As the market prepares for another rate hike by the Federal Reserve of Australia, Australia's financial situation is tightening. The next decision of the Federal Reserve of Australia will be held on August 6th.

The Australian dollar rose against other G10 currencies as Australian bond yields surged, indicating that the market is preparing for a rate hike by the Reserve Bank of Australia.

Previously, Australia's monthly inflation index for May rose by 4.0% year-on-year for the third consecutive month, confirming that price pressure has once again intensified. Cash futures show that the likelihood of the Reserve Bank of Australia raising interest rates at its September meeting has risen from less than 15% the day before the inflation report was released to nearly 60%.

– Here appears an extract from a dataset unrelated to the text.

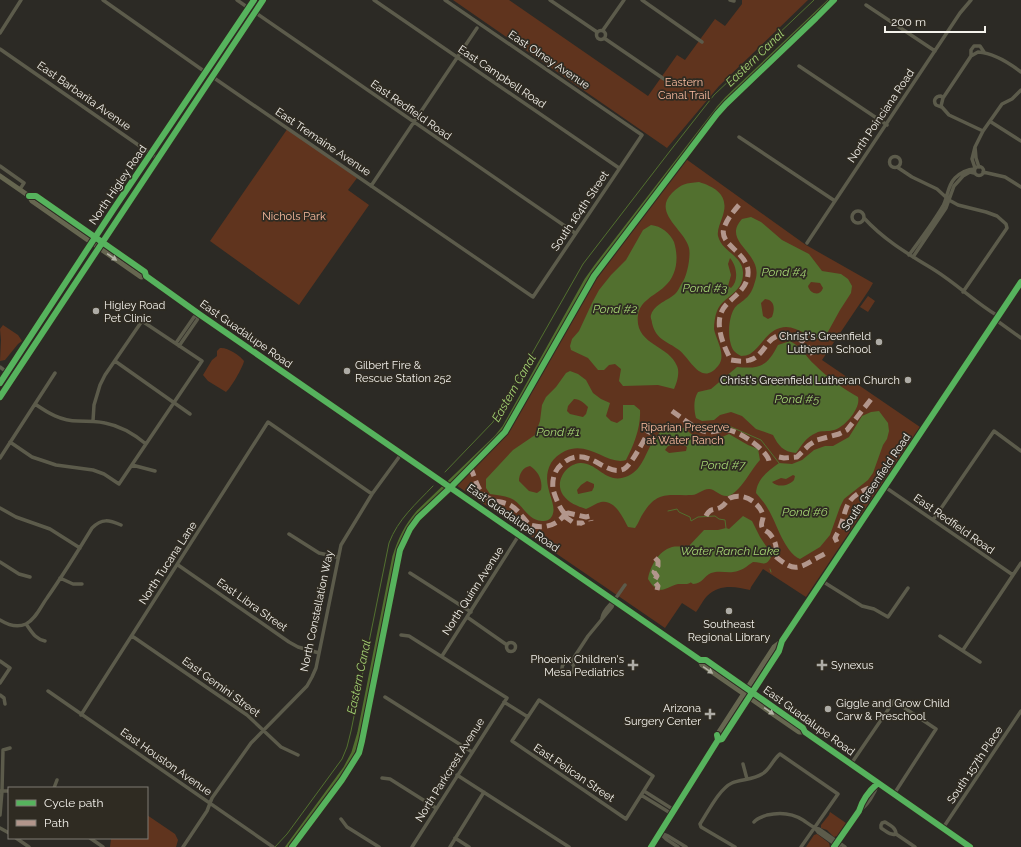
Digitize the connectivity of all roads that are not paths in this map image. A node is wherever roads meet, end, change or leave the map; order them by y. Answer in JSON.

The revised mean, which measures the core inflation rate, has jumped from 4.1% to 4.4%, highlighting the relatively broad nature of this unexpected growth. This is a particularly important reading as the Federal Reserve of Australia closely monitors this number to better understand the true development of domestic inflation.

Market analyst Karl Schamotta said, "In May, Australian housing prices rose at their fastest pace in six months, disrupting market balance and increasing the likelihood of another interest rate hike this year."

Due to the possibility of another rate hike by the Federal Reserve of Australia, analysts suggest that the Australian dollar may continue to receive support.

A report from Citigroup stated, "As the Reserve Bank of Australia is considered the last central bank to relax financial conditions, the resilience of the Australian dollar continues to show, with a solid bottom above 0.65 against the US dollar, targeting the 0.68-0.69 range."

The strategist at the bank believes that the Australian dollar will continue to rebound.

However, if the Federal Reserve of Australia chooses to postpone interest rate hikes and downplay recent inflation trends, the Australian dollar may recoup some of its recent gains.

"In our view, it is unlikely that the Reserve of Australia will really raise interest rates again. Firstly, the economy is barely maintaining, which means that demand will soon begin to fall short. On the other hand, inflationary pressure from the labor market will further cool down," said Marcel Thieliant, head of Asia Pacific at Capital Economics

Kaitou Macro has postponed the expected first rate hike by the Reserve of Australia, from the first quarter of next year to the second quarter of next year.

This will align with a consensus that the Reserve Bank of Australia will be one of the last central banks to cut interest rates. This can provide sustained support for the Australian dollar through the expected interest rate channel.